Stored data
#####
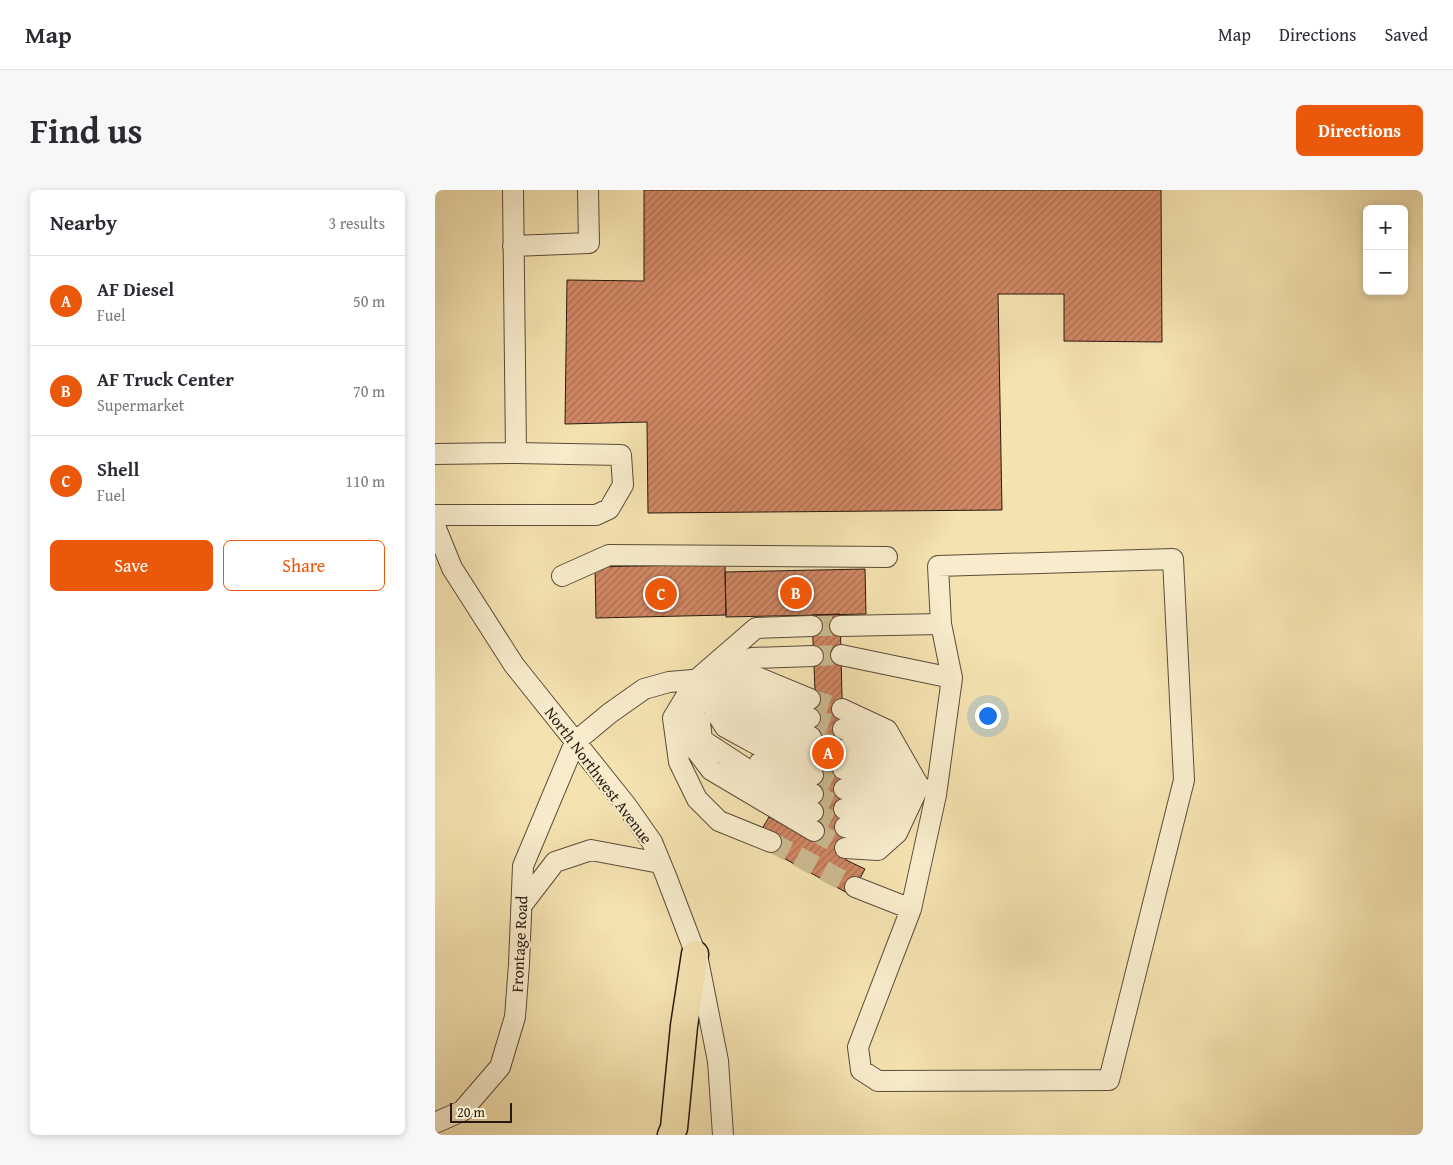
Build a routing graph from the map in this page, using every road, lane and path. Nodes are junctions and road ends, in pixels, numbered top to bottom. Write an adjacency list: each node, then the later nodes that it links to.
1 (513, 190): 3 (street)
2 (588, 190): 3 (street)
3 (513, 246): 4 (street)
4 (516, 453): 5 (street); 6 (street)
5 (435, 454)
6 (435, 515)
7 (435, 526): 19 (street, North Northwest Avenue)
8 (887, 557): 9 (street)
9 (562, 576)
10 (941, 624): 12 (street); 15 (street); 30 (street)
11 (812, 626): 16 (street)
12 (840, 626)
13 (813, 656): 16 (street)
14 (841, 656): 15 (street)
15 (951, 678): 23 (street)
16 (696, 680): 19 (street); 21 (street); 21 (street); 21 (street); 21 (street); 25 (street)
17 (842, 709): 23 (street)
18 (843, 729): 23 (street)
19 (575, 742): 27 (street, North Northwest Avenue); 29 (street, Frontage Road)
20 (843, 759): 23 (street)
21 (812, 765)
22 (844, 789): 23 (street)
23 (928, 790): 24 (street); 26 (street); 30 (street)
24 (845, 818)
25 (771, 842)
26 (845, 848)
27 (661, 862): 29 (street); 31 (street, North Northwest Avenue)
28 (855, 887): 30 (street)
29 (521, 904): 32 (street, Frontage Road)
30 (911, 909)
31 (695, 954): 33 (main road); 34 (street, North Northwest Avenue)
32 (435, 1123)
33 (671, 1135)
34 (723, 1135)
#####
» Requirement
Set down the data again, exactly, without images.

» Response to this exercise
Build a routing graph from the map in this page, using every road, lane and path. Nodes are junctions and road ends, in pixels, numbered top to bottom. Write an adjacency list: each node, then the later nodes that it links to.
1 (513, 190): 3 (street)
2 (588, 190): 3 (street)
3 (513, 246): 4 (street)
4 (516, 453): 5 (street); 6 (street)
5 (435, 454)
6 (435, 515)
7 (435, 526): 19 (street, North Northwest Avenue)
8 (887, 557): 9 (street)
9 (562, 576)
10 (941, 624): 12 (street); 15 (street); 30 (street)
11 (812, 626): 16 (street)
12 (840, 626)
13 (813, 656): 16 (street)
14 (841, 656): 15 (street)
15 (951, 678): 23 (street)
16 (696, 680): 19 (street); 21 (street); 21 (street); 21 (street); 21 (street); 25 (street)
17 (842, 709): 23 (street)
18 (843, 729): 23 (street)
19 (575, 742): 27 (street, North Northwest Avenue); 29 (street, Frontage Road)
20 (843, 759): 23 (street)
21 (812, 765)
22 (844, 789): 23 (street)
23 (928, 790): 24 (street); 26 (street); 30 (street)
24 (845, 818)
25 (771, 842)
26 (845, 848)
27 (661, 862): 29 (street); 31 (street, North Northwest Avenue)
28 (855, 887): 30 (street)
29 (521, 904): 32 (street, Frontage Road)
30 (911, 909)
31 (695, 954): 33 (main road); 34 (street, North Northwest Avenue)
32 (435, 1123)
33 (671, 1135)
34 (723, 1135)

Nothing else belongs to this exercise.